## Exercise aim
Repeat the material in full. Keep every line exactly as it is.

## Data for this task
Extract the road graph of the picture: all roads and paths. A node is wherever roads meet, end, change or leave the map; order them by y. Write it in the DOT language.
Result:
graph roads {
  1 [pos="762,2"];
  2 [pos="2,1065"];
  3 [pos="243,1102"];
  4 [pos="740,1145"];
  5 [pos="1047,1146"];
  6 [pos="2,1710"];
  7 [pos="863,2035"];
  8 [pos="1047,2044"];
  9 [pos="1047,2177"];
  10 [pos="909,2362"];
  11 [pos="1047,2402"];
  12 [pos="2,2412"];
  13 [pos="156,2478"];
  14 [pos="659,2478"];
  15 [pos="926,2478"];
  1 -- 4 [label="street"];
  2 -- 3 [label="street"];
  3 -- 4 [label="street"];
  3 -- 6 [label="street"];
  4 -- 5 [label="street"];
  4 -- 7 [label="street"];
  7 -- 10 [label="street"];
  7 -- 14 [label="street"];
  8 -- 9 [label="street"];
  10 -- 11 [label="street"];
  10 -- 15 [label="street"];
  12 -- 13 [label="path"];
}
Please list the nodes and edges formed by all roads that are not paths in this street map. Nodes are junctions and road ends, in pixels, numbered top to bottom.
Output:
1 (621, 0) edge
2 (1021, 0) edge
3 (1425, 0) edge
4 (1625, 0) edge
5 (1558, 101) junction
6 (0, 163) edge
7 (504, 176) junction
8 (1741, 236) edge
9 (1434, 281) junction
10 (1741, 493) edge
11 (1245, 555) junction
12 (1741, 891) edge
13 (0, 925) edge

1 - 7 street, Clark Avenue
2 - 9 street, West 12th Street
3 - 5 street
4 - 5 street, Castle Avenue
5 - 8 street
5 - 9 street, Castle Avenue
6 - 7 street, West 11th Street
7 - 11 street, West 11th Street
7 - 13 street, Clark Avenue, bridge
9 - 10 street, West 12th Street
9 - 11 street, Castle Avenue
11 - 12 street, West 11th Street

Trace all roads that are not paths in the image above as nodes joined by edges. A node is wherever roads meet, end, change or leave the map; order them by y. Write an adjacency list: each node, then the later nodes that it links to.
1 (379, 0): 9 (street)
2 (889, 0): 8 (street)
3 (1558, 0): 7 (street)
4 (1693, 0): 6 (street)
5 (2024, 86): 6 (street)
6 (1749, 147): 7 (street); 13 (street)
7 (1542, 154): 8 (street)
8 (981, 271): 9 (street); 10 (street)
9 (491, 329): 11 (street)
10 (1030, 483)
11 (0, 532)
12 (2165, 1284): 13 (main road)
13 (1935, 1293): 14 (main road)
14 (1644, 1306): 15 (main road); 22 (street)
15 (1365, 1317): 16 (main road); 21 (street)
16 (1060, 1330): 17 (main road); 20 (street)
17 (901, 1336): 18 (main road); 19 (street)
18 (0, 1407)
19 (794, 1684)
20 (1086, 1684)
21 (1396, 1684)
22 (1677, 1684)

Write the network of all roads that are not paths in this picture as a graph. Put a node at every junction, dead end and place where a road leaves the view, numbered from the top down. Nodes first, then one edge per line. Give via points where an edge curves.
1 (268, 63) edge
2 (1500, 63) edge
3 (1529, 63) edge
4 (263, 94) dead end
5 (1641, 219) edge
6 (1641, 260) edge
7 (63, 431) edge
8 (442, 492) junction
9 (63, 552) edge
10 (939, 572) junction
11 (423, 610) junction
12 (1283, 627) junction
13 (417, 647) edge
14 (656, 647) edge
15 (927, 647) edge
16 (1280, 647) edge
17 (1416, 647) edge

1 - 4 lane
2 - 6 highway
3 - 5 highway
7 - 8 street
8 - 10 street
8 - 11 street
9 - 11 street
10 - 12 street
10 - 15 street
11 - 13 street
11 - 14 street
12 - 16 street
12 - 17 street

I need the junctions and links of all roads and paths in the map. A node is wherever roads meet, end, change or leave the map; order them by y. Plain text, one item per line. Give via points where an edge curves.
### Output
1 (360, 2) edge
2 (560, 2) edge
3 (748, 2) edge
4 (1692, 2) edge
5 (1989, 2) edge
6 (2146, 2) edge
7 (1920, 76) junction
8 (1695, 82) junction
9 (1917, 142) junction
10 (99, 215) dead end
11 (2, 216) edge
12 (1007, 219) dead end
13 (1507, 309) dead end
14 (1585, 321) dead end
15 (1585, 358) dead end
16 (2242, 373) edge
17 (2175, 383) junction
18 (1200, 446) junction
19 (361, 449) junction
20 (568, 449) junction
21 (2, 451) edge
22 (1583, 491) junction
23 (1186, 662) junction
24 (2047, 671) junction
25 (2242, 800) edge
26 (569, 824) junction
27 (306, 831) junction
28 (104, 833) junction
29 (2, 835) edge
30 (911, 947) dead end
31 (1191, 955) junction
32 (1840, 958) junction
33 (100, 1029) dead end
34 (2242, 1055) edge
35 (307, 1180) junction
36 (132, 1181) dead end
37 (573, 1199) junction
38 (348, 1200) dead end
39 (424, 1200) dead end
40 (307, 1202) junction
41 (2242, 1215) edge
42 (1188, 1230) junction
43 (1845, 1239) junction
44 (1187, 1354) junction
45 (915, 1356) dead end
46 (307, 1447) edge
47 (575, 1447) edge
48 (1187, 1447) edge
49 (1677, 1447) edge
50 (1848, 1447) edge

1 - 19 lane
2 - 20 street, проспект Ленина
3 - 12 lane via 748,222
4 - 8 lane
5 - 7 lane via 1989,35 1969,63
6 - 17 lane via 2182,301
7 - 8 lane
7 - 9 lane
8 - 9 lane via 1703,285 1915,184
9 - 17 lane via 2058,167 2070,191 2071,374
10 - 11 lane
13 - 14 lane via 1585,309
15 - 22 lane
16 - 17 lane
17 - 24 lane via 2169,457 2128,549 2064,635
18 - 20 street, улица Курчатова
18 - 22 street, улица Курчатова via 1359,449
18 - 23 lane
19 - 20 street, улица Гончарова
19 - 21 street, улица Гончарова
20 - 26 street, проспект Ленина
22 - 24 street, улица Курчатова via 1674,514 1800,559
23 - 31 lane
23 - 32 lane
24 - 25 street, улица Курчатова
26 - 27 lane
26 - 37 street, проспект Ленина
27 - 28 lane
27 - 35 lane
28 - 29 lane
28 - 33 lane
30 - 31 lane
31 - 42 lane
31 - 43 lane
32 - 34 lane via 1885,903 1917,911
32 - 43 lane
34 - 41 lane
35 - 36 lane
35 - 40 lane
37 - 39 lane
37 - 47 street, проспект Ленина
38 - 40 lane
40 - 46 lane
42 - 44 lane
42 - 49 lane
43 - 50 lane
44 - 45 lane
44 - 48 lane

## Output of the task
Extract the road graph of the picture: all roads and paths. A node is wherever roads meet, end, change or leave the map; order them by y. Write it in the DOT language.
Result:
graph roads {
  1 [pos="762,2"];
  2 [pos="2,1065"];
  3 [pos="243,1102"];
  4 [pos="740,1145"];
  5 [pos="1047,1146"];
  6 [pos="2,1710"];
  7 [pos="863,2035"];
  8 [pos="1047,2044"];
  9 [pos="1047,2177"];
  10 [pos="909,2362"];
  11 [pos="1047,2402"];
  12 [pos="2,2412"];
  13 [pos="156,2478"];
  14 [pos="659,2478"];
  15 [pos="926,2478"];
  1 -- 4 [label="street"];
  2 -- 3 [label="street"];
  3 -- 4 [label="street"];
  3 -- 6 [label="street"];
  4 -- 5 [label="street"];
  4 -- 7 [label="street"];
  7 -- 10 [label="street"];
  7 -- 14 [label="street"];
  8 -- 9 [label="street"];
  10 -- 11 [label="street"];
  10 -- 15 [label="street"];
  12 -- 13 [label="path"];
}
Please list the nodes and edges formed by all roads that are not paths in this street map. Nodes are junctions and road ends, in pixels, numbered top to bottom.
Output:
1 (621, 0) edge
2 (1021, 0) edge
3 (1425, 0) edge
4 (1625, 0) edge
5 (1558, 101) junction
6 (0, 163) edge
7 (504, 176) junction
8 (1741, 236) edge
9 (1434, 281) junction
10 (1741, 493) edge
11 (1245, 555) junction
12 (1741, 891) edge
13 (0, 925) edge

1 - 7 street, Clark Avenue
2 - 9 street, West 12th Street
3 - 5 street
4 - 5 street, Castle Avenue
5 - 8 street
5 - 9 street, Castle Avenue
6 - 7 street, West 11th Street
7 - 11 street, West 11th Street
7 - 13 street, Clark Avenue, bridge
9 - 10 street, West 12th Street
9 - 11 street, Castle Avenue
11 - 12 street, West 11th Street

Trace all roads that are not paths in the image above as nodes joined by edges. A node is wherever roads meet, end, change or leave the map; order them by y. Write an adjacency list: each node, then the later nodes that it links to.
1 (379, 0): 9 (street)
2 (889, 0): 8 (street)
3 (1558, 0): 7 (street)
4 (1693, 0): 6 (street)
5 (2024, 86): 6 (street)
6 (1749, 147): 7 (street); 13 (street)
7 (1542, 154): 8 (street)
8 (981, 271): 9 (street); 10 (street)
9 (491, 329): 11 (street)
10 (1030, 483)
11 (0, 532)
12 (2165, 1284): 13 (main road)
13 (1935, 1293): 14 (main road)
14 (1644, 1306): 15 (main road); 22 (street)
15 (1365, 1317): 16 (main road); 21 (street)
16 (1060, 1330): 17 (main road); 20 (street)
17 (901, 1336): 18 (main road); 19 (street)
18 (0, 1407)
19 (794, 1684)
20 (1086, 1684)
21 (1396, 1684)
22 (1677, 1684)

Write the network of all roads that are not paths in this picture as a graph. Put a node at every junction, dead end and place where a road leaves the view, numbered from the top down. Nodes first, then one edge per line. Give via points where an edge curves.
1 (268, 63) edge
2 (1500, 63) edge
3 (1529, 63) edge
4 (263, 94) dead end
5 (1641, 219) edge
6 (1641, 260) edge
7 (63, 431) edge
8 (442, 492) junction
9 (63, 552) edge
10 (939, 572) junction
11 (423, 610) junction
12 (1283, 627) junction
13 (417, 647) edge
14 (656, 647) edge
15 (927, 647) edge
16 (1280, 647) edge
17 (1416, 647) edge

1 - 4 lane
2 - 6 highway
3 - 5 highway
7 - 8 street
8 - 10 street
8 - 11 street
9 - 11 street
10 - 12 street
10 - 15 street
11 - 13 street
11 - 14 street
12 - 16 street
12 - 17 street

I need the junctions and links of all roads and paths in the map. A node is wherever roads meet, end, change or leave the map; order them by y. Plain text, one item per line. Give via points where an edge curves.
### Output
1 (360, 2) edge
2 (560, 2) edge
3 (748, 2) edge
4 (1692, 2) edge
5 (1989, 2) edge
6 (2146, 2) edge
7 (1920, 76) junction
8 (1695, 82) junction
9 (1917, 142) junction
10 (99, 215) dead end
11 (2, 216) edge
12 (1007, 219) dead end
13 (1507, 309) dead end
14 (1585, 321) dead end
15 (1585, 358) dead end
16 (2242, 373) edge
17 (2175, 383) junction
18 (1200, 446) junction
19 (361, 449) junction
20 (568, 449) junction
21 (2, 451) edge
22 (1583, 491) junction
23 (1186, 662) junction
24 (2047, 671) junction
25 (2242, 800) edge
26 (569, 824) junction
27 (306, 831) junction
28 (104, 833) junction
29 (2, 835) edge
30 (911, 947) dead end
31 (1191, 955) junction
32 (1840, 958) junction
33 (100, 1029) dead end
34 (2242, 1055) edge
35 (307, 1180) junction
36 (132, 1181) dead end
37 (573, 1199) junction
38 (348, 1200) dead end
39 (424, 1200) dead end
40 (307, 1202) junction
41 (2242, 1215) edge
42 (1188, 1230) junction
43 (1845, 1239) junction
44 (1187, 1354) junction
45 (915, 1356) dead end
46 (307, 1447) edge
47 (575, 1447) edge
48 (1187, 1447) edge
49 (1677, 1447) edge
50 (1848, 1447) edge

1 - 19 lane
2 - 20 street, проспект Ленина
3 - 12 lane via 748,222
4 - 8 lane
5 - 7 lane via 1989,35 1969,63
6 - 17 lane via 2182,301
7 - 8 lane
7 - 9 lane
8 - 9 lane via 1703,285 1915,184
9 - 17 lane via 2058,167 2070,191 2071,374
10 - 11 lane
13 - 14 lane via 1585,309
15 - 22 lane
16 - 17 lane
17 - 24 lane via 2169,457 2128,549 2064,635
18 - 20 street, улица Курчатова
18 - 22 street, улица Курчатова via 1359,449
18 - 23 lane
19 - 20 street, улица Гончарова
19 - 21 street, улица Гончарова
20 - 26 street, проспект Ленина
22 - 24 street, улица Курчатова via 1674,514 1800,559
23 - 31 lane
23 - 32 lane
24 - 25 street, улица Курчатова
26 - 27 lane
26 - 37 street, проспект Ленина
27 - 28 lane
27 - 35 lane
28 - 29 lane
28 - 33 lane
30 - 31 lane
31 - 42 lane
31 - 43 lane
32 - 34 lane via 1885,903 1917,911
32 - 43 lane
34 - 41 lane
35 - 36 lane
35 - 40 lane
37 - 39 lane
37 - 47 street, проспект Ленина
38 - 40 lane
40 - 46 lane
42 - 44 lane
42 - 49 lane
43 - 50 lane
44 - 45 lane
44 - 48 lane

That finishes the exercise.